Stored data:

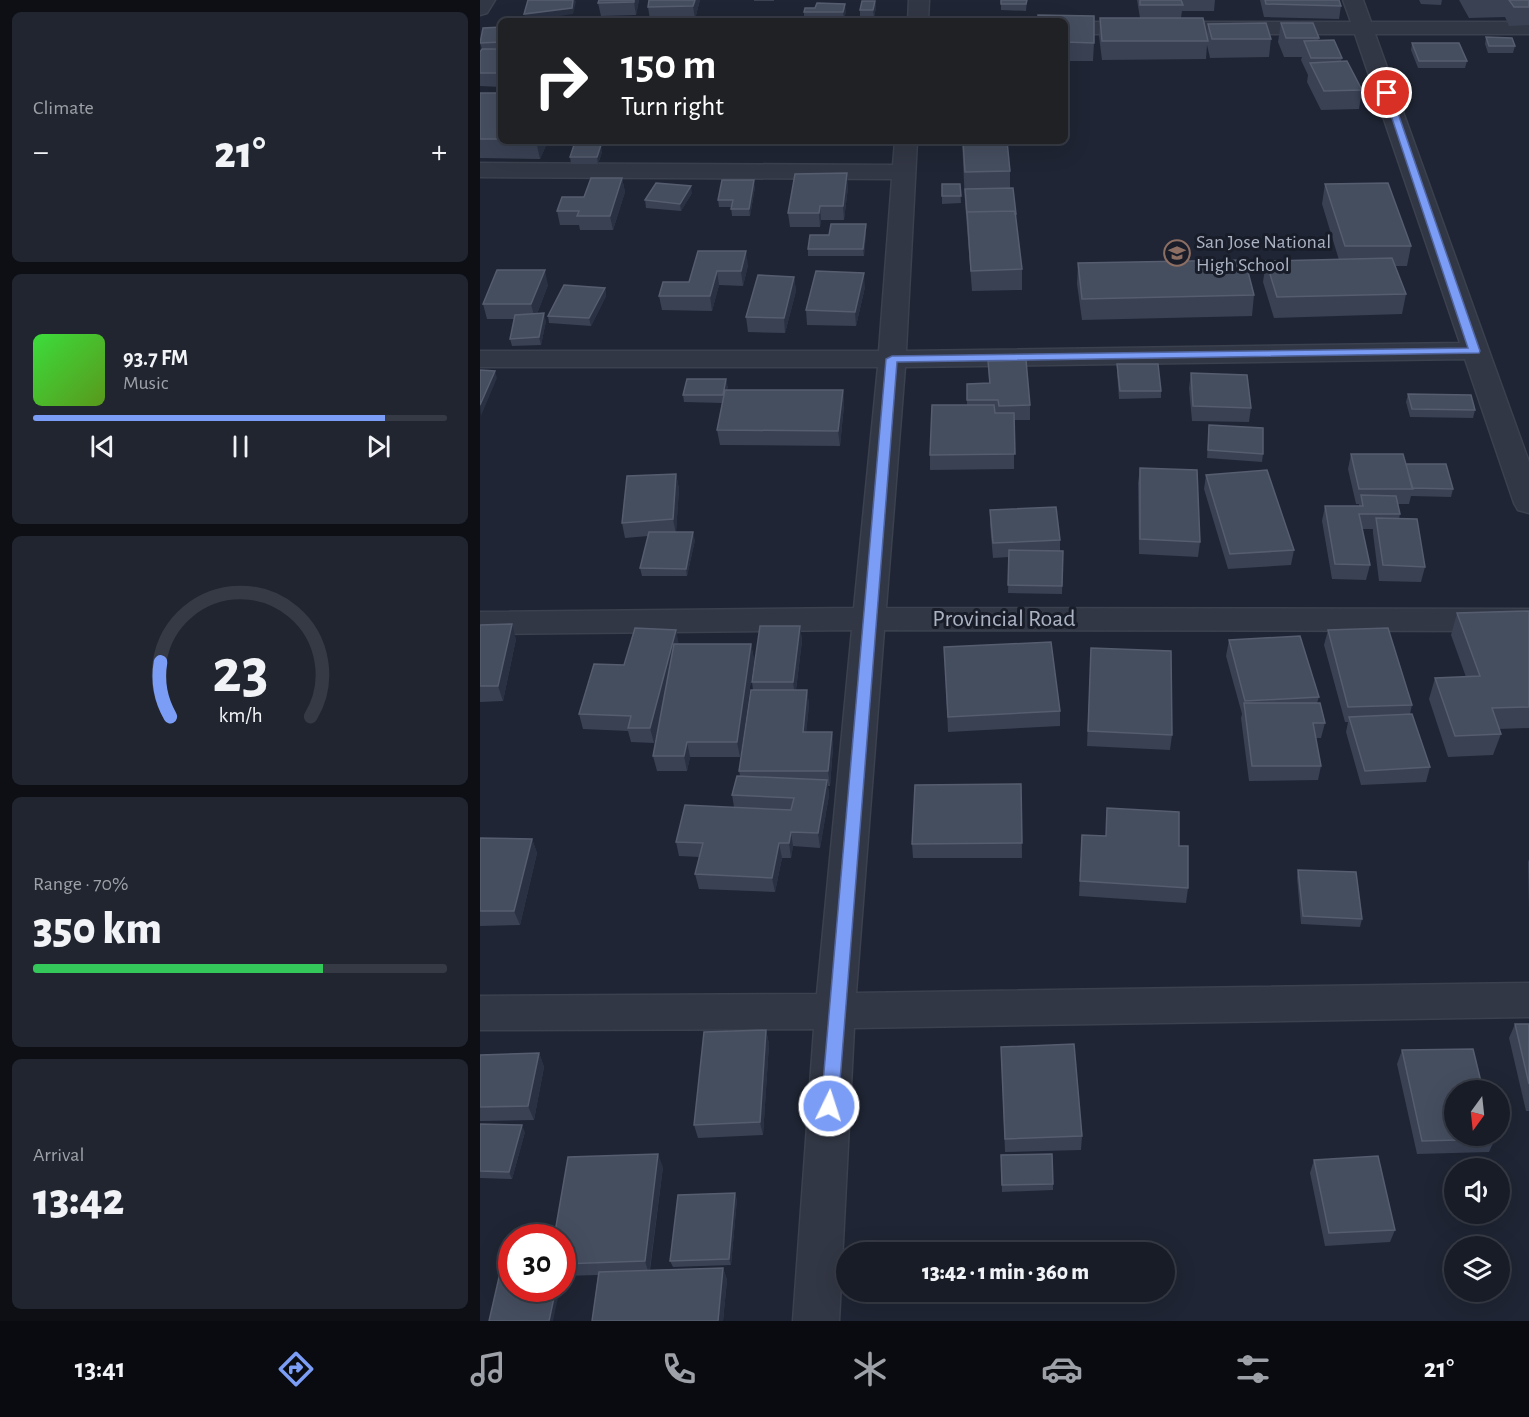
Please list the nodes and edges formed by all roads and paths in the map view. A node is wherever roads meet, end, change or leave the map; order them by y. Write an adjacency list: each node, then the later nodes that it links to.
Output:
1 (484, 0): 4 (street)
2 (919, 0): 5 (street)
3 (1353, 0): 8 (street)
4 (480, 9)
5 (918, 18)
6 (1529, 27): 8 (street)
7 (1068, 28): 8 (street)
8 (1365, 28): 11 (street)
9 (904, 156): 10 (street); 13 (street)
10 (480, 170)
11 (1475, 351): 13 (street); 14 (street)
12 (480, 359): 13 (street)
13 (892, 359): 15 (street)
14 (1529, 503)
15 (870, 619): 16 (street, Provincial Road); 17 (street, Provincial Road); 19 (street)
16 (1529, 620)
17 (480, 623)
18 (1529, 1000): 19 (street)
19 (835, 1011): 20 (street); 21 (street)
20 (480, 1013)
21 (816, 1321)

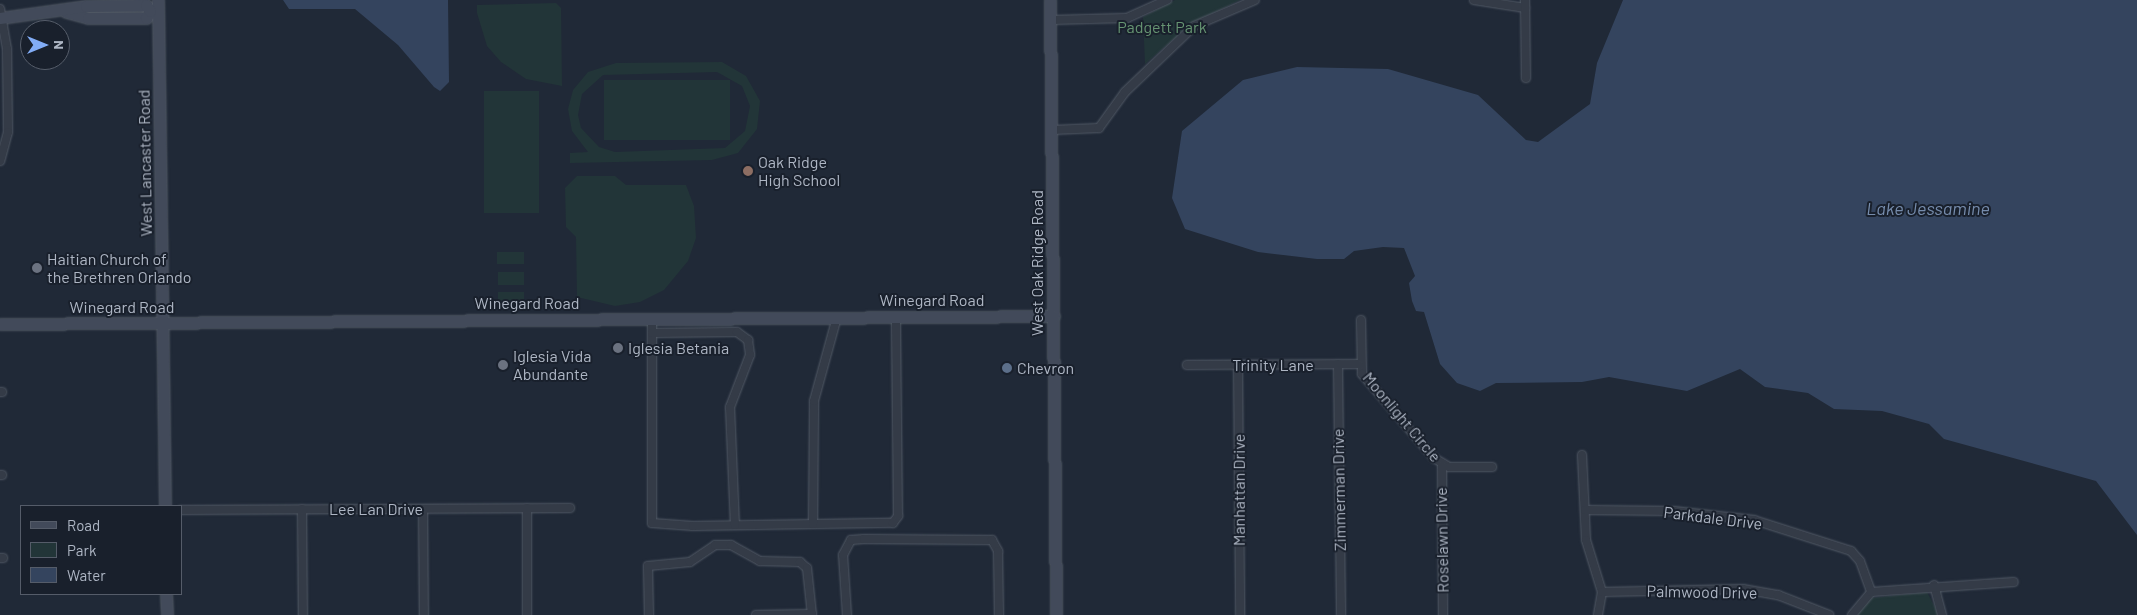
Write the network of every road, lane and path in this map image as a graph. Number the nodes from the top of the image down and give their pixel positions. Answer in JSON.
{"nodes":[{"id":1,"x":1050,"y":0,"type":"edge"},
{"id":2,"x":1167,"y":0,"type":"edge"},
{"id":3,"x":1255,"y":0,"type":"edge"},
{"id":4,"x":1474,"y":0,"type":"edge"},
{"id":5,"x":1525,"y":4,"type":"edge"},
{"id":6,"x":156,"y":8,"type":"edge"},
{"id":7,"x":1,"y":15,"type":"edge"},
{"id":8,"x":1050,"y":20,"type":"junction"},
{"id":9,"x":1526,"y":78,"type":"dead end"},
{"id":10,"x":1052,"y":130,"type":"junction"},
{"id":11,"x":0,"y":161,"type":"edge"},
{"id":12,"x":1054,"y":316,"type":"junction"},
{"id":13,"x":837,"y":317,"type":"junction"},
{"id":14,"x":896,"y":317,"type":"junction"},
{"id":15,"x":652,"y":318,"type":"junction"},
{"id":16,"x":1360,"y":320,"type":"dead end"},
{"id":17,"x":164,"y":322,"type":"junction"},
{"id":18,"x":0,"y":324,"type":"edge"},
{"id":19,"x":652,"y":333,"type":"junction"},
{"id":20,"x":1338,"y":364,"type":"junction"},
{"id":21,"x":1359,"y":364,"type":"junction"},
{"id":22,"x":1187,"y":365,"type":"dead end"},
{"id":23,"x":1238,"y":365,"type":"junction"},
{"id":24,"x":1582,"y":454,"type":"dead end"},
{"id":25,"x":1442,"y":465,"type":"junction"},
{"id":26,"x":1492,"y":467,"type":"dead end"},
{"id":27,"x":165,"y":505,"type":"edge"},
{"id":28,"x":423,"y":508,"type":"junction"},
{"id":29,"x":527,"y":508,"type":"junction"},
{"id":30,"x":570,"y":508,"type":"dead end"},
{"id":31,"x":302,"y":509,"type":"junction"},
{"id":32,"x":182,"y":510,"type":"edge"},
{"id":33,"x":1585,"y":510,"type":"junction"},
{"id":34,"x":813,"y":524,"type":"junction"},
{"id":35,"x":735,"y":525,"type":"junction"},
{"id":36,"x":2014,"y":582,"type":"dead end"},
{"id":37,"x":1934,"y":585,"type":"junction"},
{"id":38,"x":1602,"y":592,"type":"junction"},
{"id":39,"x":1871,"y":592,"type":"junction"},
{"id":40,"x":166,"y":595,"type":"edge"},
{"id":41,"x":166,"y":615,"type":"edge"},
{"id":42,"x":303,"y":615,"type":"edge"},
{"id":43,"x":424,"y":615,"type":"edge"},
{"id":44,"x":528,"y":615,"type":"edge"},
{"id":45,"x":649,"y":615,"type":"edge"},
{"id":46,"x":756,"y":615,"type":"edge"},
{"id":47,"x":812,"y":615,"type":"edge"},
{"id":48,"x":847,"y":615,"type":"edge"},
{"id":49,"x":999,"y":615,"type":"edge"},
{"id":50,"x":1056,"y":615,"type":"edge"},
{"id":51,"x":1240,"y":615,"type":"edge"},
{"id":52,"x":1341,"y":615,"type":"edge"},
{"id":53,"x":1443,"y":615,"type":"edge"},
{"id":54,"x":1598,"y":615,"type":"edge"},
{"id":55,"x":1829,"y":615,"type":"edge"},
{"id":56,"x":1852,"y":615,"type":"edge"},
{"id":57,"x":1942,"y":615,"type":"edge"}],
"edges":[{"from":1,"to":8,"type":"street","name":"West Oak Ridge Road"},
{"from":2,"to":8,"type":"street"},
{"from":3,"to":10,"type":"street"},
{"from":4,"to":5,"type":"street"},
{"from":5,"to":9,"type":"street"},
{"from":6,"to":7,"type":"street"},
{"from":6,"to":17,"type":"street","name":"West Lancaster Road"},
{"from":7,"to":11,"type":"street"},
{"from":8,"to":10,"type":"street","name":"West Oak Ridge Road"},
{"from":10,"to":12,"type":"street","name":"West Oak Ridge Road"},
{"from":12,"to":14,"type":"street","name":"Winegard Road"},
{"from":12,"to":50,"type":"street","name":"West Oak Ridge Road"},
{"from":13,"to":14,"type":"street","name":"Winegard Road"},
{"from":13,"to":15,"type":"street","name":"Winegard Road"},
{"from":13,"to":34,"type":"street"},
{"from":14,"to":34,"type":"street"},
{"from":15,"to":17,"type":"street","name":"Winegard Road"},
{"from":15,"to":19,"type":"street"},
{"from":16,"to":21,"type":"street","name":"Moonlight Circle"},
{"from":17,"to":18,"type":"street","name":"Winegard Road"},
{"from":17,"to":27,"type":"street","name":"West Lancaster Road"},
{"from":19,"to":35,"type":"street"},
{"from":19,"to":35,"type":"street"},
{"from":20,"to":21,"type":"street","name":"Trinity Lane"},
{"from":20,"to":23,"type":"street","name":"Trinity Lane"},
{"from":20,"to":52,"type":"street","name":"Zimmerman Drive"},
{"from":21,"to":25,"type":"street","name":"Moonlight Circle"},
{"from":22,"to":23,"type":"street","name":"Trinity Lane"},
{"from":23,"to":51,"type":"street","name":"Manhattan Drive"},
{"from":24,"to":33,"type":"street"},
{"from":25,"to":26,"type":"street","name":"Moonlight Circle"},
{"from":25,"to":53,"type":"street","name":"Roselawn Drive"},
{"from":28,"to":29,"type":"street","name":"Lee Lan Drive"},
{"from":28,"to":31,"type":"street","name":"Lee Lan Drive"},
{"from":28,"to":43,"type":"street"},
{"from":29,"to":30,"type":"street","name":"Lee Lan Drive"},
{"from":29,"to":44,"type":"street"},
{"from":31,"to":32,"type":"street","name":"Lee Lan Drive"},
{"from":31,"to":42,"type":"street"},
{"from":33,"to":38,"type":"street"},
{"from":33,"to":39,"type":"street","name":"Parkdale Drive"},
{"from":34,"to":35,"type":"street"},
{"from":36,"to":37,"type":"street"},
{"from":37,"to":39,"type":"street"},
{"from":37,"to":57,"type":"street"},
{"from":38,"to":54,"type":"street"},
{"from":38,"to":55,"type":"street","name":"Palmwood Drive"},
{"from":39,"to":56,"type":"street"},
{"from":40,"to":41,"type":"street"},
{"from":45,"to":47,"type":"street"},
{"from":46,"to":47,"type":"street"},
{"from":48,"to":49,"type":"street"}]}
...
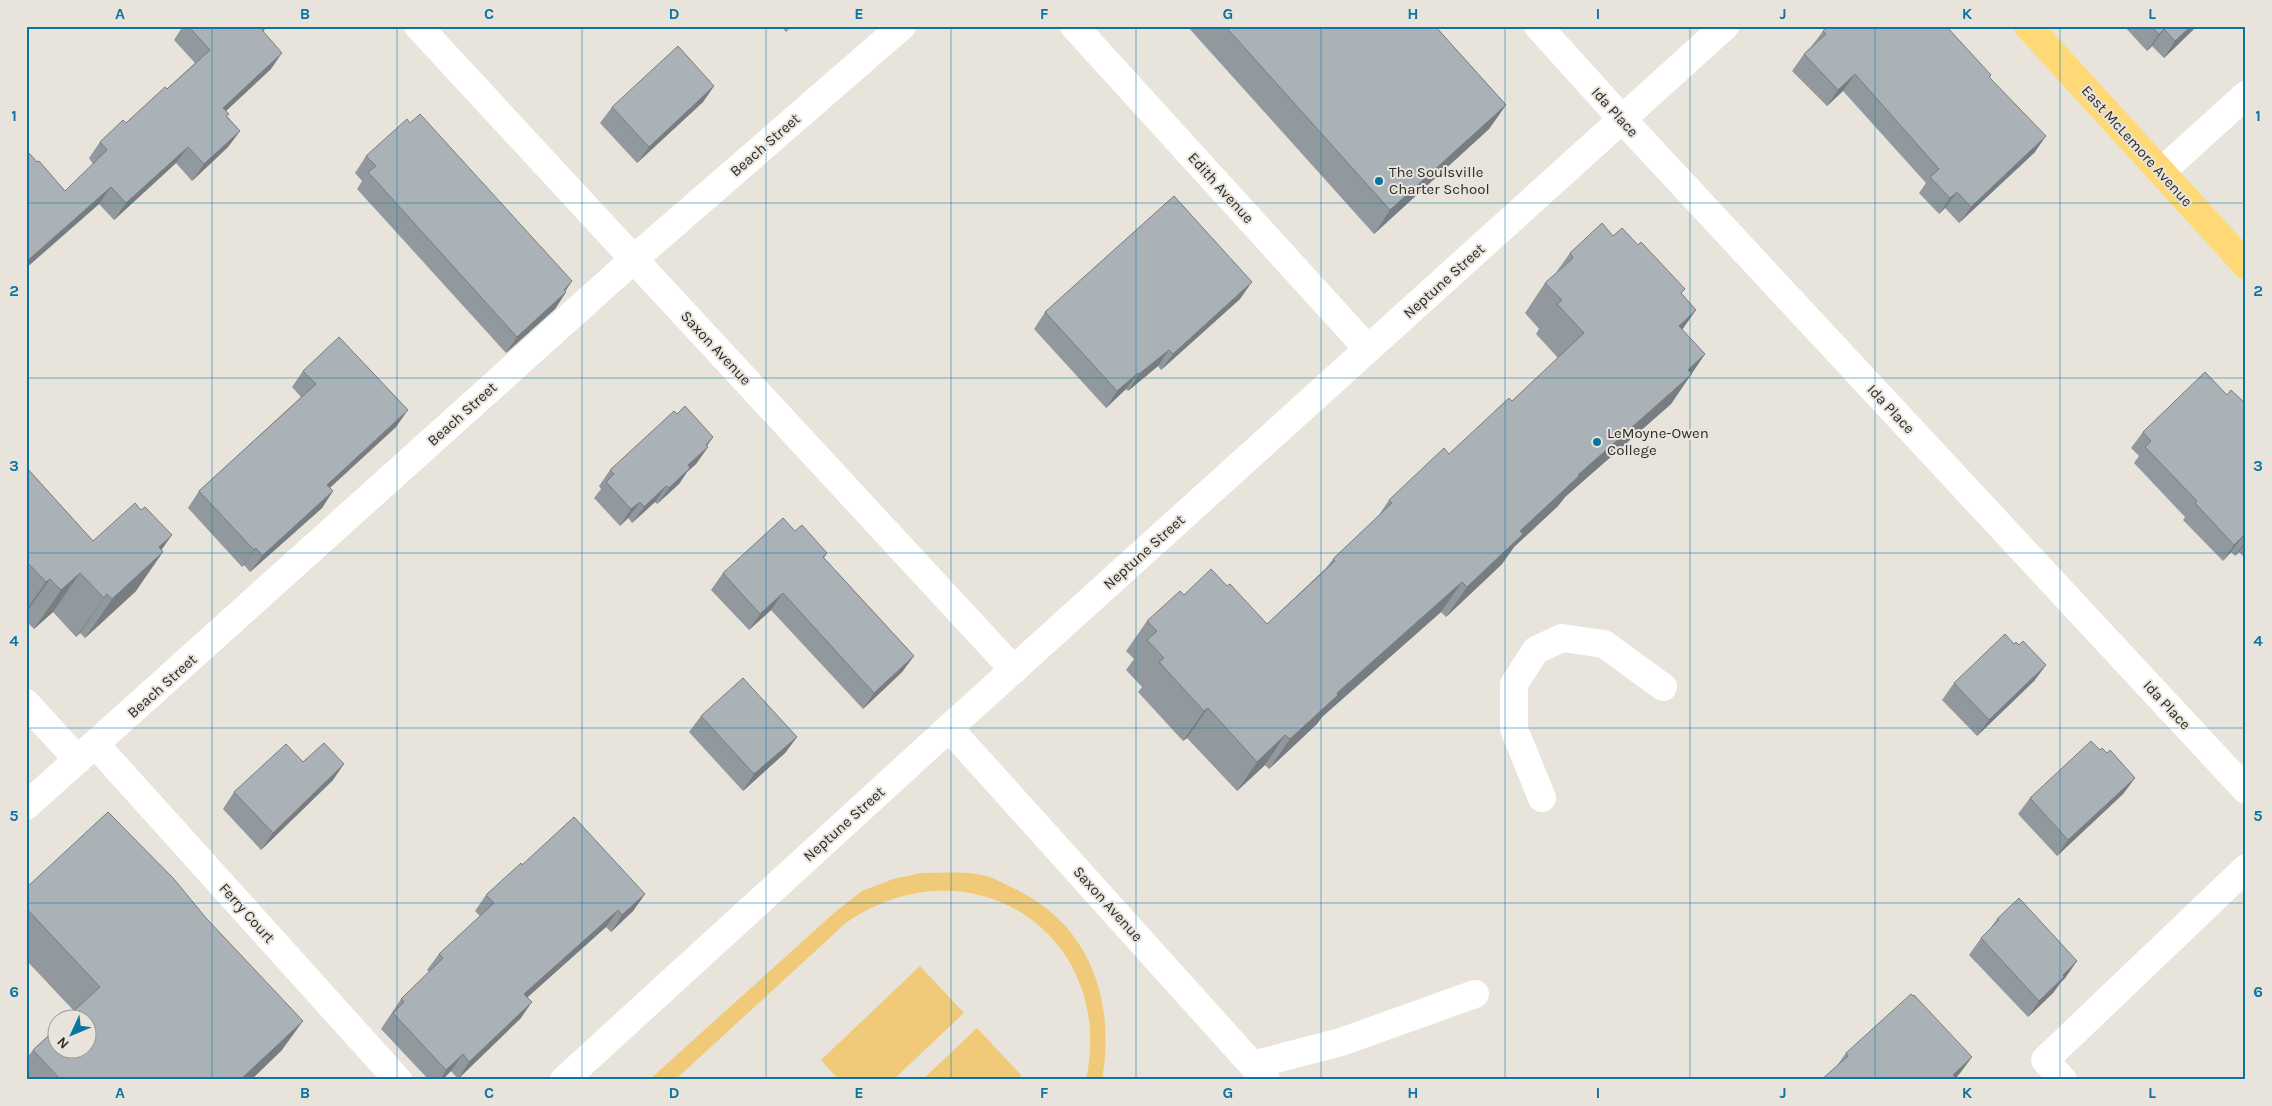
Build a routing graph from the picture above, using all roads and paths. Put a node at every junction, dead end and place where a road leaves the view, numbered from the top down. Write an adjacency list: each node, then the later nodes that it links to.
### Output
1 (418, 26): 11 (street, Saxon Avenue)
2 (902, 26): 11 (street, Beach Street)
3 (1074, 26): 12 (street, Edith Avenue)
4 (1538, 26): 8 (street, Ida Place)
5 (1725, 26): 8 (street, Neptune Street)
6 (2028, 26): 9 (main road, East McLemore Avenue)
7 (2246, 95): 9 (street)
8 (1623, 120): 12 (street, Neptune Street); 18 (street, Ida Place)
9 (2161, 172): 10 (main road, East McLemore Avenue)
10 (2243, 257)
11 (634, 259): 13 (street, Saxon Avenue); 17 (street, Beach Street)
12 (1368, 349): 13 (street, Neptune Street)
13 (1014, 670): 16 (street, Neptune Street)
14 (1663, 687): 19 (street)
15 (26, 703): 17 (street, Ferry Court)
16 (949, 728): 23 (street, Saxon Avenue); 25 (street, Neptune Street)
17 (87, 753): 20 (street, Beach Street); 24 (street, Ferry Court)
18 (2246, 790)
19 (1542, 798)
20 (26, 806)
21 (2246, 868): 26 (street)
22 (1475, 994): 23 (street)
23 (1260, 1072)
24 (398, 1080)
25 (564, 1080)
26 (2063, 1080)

-- Instructions for the task --
Every line holding the word "list" should be copied out of the records above.

-- Task answer --
Please list the nodes and edges formed by all roads and paths in the map view. A node is wherever roads meet, end, change or leave the map; order them by y. Write an adjacency list: each node, then the later nodes that it links to.
Build a routing graph from the picture above, using all roads and paths. Put a node at every junction, dead end and place where a road leaves the view, numbered from the top down. Write an adjacency list: each node, then the later nodes that it links to.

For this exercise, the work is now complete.